Work out how many lines in the listing below include the word "numbered"; answer with the number alone.

----- Supplied entries -----

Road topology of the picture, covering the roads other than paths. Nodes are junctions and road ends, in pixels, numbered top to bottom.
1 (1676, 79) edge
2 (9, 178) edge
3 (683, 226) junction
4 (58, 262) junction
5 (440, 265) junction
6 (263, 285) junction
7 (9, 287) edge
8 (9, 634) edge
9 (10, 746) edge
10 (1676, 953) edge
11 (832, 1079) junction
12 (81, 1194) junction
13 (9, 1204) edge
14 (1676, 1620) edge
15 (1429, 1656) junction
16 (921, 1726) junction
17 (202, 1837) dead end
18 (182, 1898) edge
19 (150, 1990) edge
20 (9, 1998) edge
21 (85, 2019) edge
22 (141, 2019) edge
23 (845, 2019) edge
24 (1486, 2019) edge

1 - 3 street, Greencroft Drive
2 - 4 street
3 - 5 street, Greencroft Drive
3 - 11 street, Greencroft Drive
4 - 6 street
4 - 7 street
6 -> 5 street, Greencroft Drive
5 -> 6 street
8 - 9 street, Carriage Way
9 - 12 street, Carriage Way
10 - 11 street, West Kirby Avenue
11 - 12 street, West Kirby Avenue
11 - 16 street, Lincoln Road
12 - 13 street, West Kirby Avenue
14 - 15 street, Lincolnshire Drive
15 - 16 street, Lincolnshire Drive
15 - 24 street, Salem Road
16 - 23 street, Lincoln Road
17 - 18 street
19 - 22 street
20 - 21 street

-----
----- Supplied entries -----

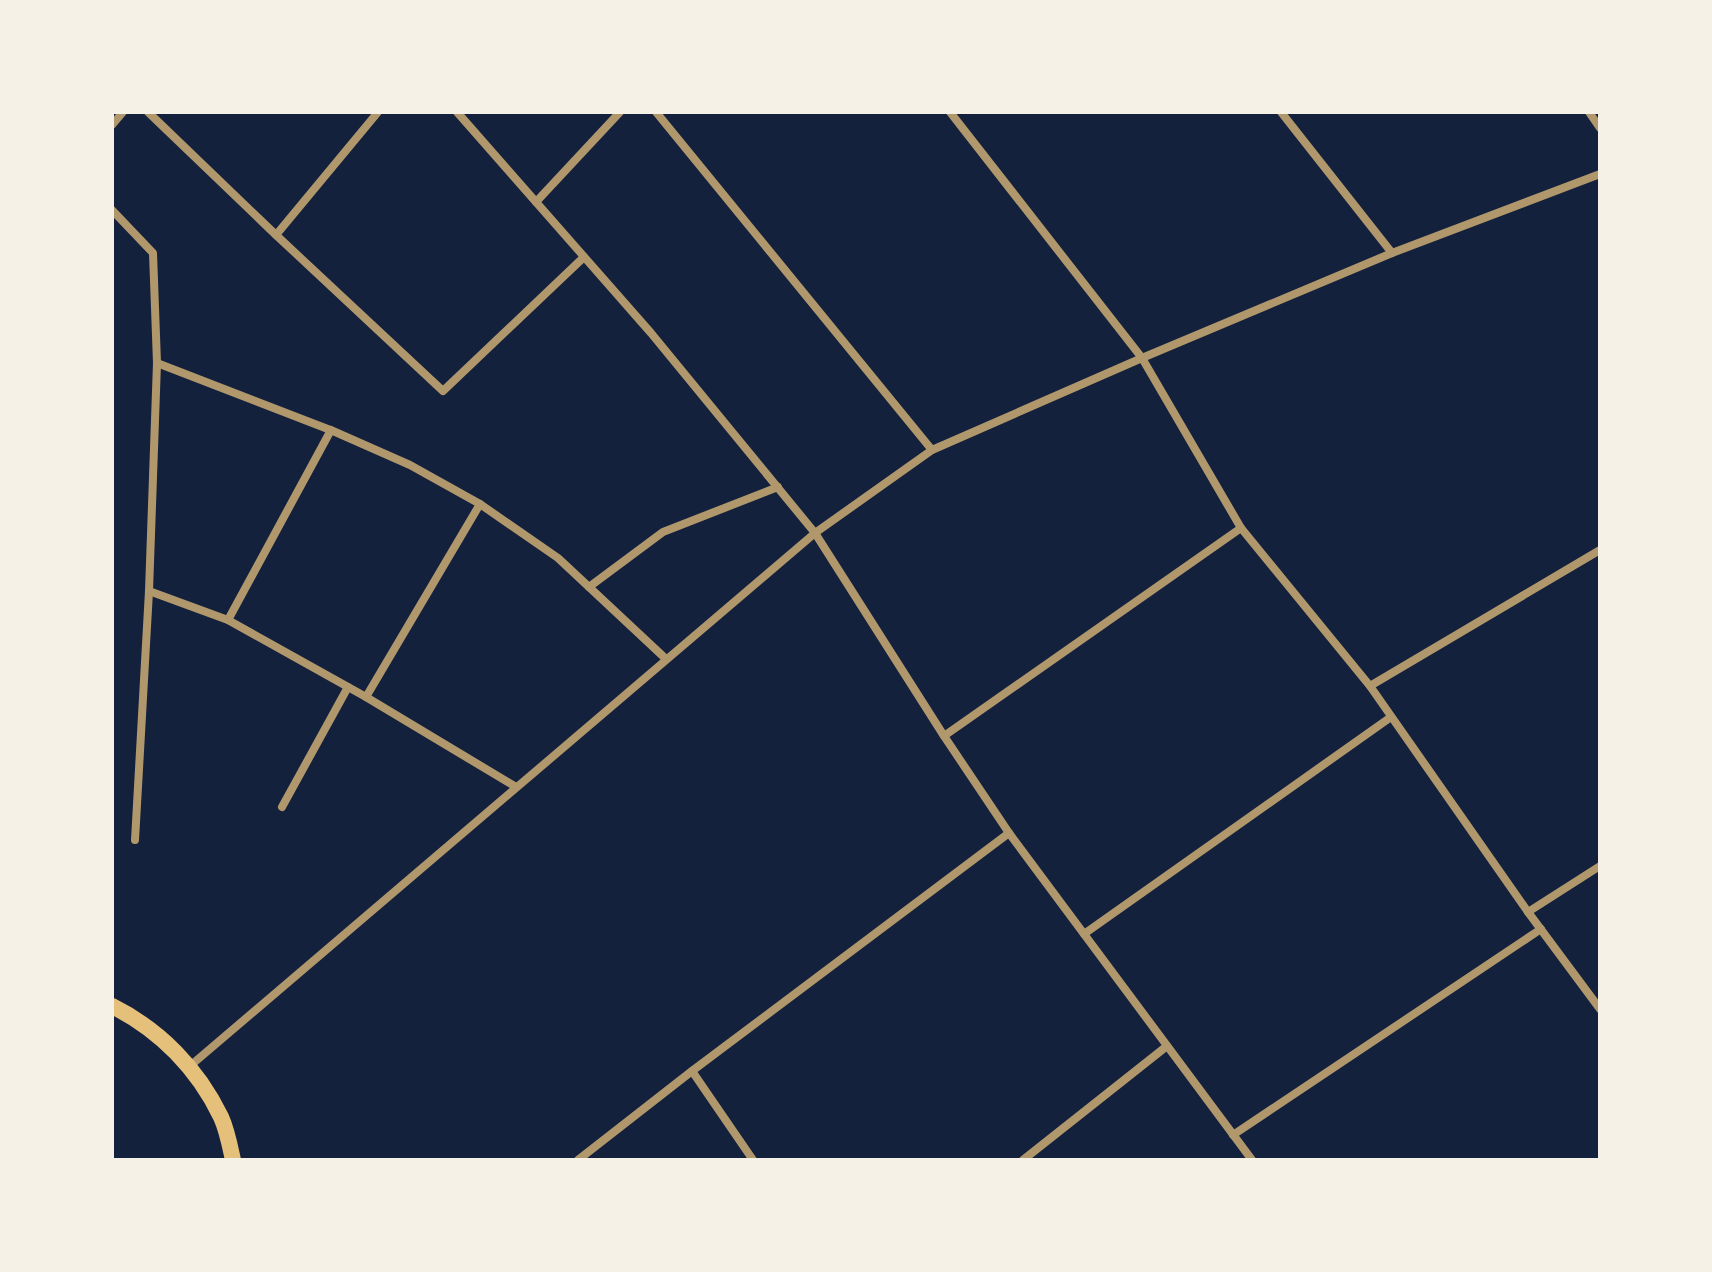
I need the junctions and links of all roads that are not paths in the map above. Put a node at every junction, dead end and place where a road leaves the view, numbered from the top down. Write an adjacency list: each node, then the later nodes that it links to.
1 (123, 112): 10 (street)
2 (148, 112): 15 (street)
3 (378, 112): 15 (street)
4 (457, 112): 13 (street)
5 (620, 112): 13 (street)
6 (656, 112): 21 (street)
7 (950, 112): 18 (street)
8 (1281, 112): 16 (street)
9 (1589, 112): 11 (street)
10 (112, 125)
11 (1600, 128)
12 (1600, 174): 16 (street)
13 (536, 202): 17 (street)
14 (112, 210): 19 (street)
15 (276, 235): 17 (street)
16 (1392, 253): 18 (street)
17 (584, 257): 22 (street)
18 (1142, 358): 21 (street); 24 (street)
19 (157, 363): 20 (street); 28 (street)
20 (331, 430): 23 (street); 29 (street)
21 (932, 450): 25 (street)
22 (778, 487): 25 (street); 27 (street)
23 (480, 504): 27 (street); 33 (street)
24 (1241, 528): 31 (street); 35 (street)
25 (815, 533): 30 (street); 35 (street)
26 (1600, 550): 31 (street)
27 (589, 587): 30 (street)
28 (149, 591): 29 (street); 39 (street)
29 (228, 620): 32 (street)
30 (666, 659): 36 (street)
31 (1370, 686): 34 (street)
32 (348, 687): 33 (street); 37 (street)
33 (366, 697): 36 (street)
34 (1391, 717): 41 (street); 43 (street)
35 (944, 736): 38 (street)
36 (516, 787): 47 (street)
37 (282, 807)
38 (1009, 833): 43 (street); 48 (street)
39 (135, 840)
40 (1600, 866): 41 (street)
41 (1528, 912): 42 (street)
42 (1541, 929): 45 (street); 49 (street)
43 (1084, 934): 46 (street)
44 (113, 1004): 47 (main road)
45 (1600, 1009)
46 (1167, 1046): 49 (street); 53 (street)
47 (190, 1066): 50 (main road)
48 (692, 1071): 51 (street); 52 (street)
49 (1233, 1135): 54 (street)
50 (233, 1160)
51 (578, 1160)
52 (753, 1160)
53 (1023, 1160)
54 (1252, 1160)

-----
----- Supplied entries -----

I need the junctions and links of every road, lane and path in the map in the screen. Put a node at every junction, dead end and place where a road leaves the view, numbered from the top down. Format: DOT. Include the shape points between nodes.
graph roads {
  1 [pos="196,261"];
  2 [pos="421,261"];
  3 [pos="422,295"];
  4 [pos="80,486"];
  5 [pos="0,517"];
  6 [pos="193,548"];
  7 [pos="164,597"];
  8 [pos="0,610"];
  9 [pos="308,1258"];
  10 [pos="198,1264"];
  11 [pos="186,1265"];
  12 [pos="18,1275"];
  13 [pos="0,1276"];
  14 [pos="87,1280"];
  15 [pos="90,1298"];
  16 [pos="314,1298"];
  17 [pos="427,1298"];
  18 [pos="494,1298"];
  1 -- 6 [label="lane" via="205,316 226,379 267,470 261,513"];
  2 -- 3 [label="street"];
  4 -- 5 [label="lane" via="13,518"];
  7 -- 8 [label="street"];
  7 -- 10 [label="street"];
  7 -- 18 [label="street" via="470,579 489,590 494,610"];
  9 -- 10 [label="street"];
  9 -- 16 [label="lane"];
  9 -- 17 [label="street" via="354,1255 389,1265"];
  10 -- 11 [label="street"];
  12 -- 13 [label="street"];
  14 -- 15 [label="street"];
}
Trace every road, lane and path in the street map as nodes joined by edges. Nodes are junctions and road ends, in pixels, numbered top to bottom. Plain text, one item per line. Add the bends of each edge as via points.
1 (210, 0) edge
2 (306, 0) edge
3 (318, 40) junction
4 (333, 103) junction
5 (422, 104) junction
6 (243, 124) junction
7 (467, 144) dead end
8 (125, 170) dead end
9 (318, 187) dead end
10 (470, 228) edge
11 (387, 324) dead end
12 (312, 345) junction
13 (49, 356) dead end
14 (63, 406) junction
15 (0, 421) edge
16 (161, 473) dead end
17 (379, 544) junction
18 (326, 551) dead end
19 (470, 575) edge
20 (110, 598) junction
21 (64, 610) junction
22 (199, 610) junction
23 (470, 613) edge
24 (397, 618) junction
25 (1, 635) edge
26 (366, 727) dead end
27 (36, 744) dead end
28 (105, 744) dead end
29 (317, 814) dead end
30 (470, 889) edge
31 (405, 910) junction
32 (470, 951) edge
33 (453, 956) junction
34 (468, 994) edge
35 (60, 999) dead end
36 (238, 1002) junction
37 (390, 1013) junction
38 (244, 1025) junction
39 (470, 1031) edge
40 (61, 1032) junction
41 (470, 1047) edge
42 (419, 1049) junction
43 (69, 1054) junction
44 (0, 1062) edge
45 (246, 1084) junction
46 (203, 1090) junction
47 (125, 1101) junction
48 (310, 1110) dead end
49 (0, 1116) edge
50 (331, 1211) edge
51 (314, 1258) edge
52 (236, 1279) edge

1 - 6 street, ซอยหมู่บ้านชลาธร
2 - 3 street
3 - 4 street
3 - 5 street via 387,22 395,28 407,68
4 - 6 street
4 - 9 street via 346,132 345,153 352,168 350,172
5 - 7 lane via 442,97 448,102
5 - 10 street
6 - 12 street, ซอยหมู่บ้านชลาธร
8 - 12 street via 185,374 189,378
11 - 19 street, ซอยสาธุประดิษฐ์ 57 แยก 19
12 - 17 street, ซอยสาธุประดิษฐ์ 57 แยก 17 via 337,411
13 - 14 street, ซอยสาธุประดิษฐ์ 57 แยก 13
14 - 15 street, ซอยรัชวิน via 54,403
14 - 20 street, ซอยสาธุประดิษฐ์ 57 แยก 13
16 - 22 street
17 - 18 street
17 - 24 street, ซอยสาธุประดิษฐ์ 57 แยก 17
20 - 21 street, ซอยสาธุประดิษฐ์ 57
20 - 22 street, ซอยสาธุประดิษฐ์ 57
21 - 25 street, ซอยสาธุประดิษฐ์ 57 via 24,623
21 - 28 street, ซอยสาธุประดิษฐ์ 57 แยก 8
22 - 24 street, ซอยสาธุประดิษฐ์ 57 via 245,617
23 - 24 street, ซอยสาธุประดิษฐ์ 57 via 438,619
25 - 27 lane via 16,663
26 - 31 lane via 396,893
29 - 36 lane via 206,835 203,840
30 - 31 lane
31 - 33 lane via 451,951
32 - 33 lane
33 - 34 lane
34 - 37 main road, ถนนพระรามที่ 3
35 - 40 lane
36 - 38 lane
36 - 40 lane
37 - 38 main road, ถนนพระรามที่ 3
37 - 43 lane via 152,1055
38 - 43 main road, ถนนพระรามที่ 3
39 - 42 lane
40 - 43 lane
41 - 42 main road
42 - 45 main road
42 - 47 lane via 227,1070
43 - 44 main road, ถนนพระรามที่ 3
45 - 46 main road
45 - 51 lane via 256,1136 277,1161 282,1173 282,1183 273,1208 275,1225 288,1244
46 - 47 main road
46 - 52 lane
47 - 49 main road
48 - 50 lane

-----

### Reply to the exercise
4